El caso de Aguas Blancas está todavía muy lejos de una solución definitiva. Entiendo que tres de los senadores del PRD se hayan dejado fotografiar haciendo el signo de la victoria tan pronto como se hizo pública la solicitud de licencia de Figueroa, pues a muchos nos dio gusto. Pero lo único que se ha conseguido es una tregua, mientras la Corte de Justicia cumple con su labor. Sería muy mala cosa, en cambio, que ese signo de victoria representara también una especie de acuerdo implícito para borrar e iniciar cuenta nueva, pues el hecho es que las causas de la violencia guerrerense como de la chiapaneca y la tabasqueña y la defeña y la etcétera siguen estando en esa terrible combinación que producen la desigualdad y la falta de medios sólidos para resolver las diferencias políticas. Se fue Figueroa, pero se quedaron las razones del desarreglo.
En el conflicto de Guerrero hay varias lecciones que no deberían pasar inadvertidas. La más obvia ya fue subrayada con las luces de Monsiváis: el enorme peso político de la televisión y de los medios en general, como instrumentos capaces de contrarrestar cuando actúan al unísono los desmanes de los poderosos. En este caso como en muchos otros, esos medios fueron más influyentes y mucho más eficaces que las instituciones formales. Mientras en el Congreso se organizaba una imperdonable defensa corporativa por parte de algunos diputados del PRI, los medios se fueron una vez más por delante. De modo que volvió a producirse ese fenómeno que consiste en que las instituciones se vuelven reactivas e incapaces de adelantar soluciones que no hayan sido ya perfiladas al margen de ellas. La conclusión es que está muy bien que a pesar de todo se hayan movido, pero está muy mal que solamente se muevan a gritos.

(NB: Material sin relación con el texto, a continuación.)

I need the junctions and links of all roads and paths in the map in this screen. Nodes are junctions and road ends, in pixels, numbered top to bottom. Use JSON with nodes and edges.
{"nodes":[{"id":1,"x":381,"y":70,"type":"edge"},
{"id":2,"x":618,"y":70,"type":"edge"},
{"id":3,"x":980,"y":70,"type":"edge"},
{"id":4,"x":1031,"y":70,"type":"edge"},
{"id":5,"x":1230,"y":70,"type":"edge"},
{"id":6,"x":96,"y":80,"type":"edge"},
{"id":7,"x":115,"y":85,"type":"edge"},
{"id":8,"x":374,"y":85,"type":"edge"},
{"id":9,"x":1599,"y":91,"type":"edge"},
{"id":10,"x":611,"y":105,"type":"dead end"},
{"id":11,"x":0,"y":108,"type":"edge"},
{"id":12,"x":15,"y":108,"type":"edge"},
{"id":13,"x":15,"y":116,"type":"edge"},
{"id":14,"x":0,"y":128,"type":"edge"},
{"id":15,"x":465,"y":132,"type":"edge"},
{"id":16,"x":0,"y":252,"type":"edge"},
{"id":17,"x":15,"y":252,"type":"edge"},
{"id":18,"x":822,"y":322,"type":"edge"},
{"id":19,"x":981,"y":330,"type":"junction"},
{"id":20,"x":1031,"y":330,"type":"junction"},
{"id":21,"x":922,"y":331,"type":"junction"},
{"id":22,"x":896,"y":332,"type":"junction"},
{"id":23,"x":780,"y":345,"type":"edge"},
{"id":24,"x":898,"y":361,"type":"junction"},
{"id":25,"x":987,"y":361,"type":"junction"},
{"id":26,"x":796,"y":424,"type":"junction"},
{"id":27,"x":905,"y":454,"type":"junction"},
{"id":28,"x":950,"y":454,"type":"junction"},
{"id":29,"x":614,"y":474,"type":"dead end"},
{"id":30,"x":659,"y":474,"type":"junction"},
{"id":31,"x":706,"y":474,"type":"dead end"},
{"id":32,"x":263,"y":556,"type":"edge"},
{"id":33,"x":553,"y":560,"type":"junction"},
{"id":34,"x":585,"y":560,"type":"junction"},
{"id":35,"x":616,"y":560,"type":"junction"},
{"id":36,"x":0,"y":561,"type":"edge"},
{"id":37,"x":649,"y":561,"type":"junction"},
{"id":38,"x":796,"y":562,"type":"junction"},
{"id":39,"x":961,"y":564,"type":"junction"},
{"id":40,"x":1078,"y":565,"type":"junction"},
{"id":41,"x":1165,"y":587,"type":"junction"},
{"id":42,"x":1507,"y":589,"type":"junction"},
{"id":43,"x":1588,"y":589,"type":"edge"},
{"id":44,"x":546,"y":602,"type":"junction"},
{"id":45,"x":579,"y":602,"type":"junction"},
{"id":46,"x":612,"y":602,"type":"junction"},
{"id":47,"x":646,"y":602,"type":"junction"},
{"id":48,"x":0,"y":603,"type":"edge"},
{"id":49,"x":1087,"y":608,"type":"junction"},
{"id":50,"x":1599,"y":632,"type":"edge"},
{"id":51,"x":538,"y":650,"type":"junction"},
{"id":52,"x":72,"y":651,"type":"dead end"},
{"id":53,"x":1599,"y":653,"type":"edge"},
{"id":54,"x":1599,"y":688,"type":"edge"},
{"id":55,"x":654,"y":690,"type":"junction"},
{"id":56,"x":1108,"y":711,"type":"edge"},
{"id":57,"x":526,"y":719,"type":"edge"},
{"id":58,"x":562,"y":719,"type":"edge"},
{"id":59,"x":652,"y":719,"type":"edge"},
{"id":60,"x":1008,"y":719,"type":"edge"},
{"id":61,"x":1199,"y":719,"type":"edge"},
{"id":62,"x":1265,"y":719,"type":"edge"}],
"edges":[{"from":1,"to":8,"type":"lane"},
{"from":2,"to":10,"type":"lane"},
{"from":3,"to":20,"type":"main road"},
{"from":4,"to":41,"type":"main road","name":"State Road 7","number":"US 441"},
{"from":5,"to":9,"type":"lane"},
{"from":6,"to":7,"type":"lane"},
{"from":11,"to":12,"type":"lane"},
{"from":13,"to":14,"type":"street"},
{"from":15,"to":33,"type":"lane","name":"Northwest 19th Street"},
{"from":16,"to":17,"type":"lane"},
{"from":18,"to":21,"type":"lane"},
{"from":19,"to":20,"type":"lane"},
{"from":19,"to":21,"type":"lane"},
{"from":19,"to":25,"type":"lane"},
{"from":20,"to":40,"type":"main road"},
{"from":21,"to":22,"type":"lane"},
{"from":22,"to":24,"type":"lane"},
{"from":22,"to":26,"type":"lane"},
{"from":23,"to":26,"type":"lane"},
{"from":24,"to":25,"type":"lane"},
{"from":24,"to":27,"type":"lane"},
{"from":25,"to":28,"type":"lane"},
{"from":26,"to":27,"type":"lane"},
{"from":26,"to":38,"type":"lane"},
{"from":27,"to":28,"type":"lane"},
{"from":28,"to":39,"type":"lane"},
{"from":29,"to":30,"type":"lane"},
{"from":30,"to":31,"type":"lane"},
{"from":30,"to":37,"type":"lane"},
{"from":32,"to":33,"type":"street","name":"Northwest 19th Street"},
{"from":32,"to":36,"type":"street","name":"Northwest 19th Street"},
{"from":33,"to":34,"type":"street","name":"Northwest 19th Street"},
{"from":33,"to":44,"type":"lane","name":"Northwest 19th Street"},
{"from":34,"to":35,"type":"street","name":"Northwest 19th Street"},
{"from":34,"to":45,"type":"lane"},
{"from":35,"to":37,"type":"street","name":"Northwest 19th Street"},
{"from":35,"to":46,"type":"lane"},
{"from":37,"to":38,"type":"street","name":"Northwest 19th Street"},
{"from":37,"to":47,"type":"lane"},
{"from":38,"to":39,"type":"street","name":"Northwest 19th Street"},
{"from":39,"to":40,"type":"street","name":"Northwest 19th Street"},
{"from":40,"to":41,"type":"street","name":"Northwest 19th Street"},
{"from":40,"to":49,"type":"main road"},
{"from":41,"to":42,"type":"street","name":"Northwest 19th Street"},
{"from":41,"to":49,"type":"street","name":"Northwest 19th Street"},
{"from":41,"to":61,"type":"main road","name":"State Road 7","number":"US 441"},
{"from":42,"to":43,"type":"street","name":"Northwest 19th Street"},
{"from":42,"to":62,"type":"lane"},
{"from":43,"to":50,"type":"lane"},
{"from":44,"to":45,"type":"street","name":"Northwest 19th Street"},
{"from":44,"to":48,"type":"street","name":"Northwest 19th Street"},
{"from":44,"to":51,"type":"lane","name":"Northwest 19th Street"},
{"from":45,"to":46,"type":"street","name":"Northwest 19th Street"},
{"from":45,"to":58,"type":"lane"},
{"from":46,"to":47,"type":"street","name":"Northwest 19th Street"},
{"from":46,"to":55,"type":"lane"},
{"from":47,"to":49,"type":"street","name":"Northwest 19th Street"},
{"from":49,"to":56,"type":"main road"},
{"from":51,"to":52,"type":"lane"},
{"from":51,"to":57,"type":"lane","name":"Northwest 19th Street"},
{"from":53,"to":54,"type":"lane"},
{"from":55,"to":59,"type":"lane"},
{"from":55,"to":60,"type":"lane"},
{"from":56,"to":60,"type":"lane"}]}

El mensaje que nuestras instituciones formales están produciendo de más en más desde que comenzó este sexenio, en efecto, es que solamente están dispuestas a responder ante los problemas que ya les cayeron encima. Y de ahí a la lógica mexicanísima que invita a crear problemas para ser realmente escuchado no hay ni un paso. Las organizaciones que defienden intereses plausibles, que deciden portarse bien con la patria y utilizar solamente los caminos civilizados del convencimiento y el diálogo para lograr sus propósitos, corren el riesgo de desaparecer entre los pliegues de la burocracia estatal. Nadie les hace caso porque el argumento predilecto del régimen está en los rigores que impone la mano invisible del mercado y en la ceguera neutral de la señora justicia. A menos que el asunto se convierta en un problema político inmanejable y trascienda a los medios de comunicación con la fuerza suficiente, porque entonces la mano y los ojos abandonan su versión invisible para volver a los cauces de la política activa.
La dificultad más acusada de esa lógica preferida actualmente por el gobierno, es que las instituciones normales todavía están muy lejos de adaptarse a esa versión finisecular del Estado policía. Como ha saltado a la vista, los políticos leales al régimen esperan línea para moverse, con el grave inconveniente de que no hay tal. De modo que su mejor opción es acaso convertirse en lectores voraces de lo que se escribe en los medios y en muy atentos escuchadores de lo que se dice en la radio para tratar de atisbar al menos por dónde vienen los tiros. En cambio, los más listos que son muchos, evidentemente están muy ocupados tratando de generar problemas suficientemente graves como para abrirle los ojos a la dama ciega y torcerle la mano al señor invisible.
Si algo le dio larga estabilidad política al régimen autoritario de México fue su capacidad de incluir y de abrir, mediante muy diversos mecanismos que no sólo premiaban a los bien portados sino que les indicaban proyectos y mecanismos para seguir portándose bien. En nuestros días, en cambio, la única prioridad gubernamental parece constistir en que los mercados no se pongan nerviosos y que la mayor parte de los problemas en ciernes se lleven a ese otro mercado que supone la competencia por la legalidad aplicada. De modo que la dificultad más importante que afronta hoy por hoy el país no está en la ausencia de un proyecto nacional encabezado por el gobierno como opina, por ejemplo, Lorenzo Meyer sino en el proyecto mismo: esa forma libérrima de concebir la vida de la nación, montada sin embargo sobre una cultura política y sobre unas instituciones completamente distintas. Esta en la naturaleza del liberalismo a ultranza, por lo demás, que ganen los más fuertes, los más ricos y los más ruidosos. Incluso para llamar la atención del gobierno cuando el niño no sólo está ahogado, sino que ya ha comenzado a oler mal. Exactamente como ocurrió, para desgracia de todos, en Aguas Blancas.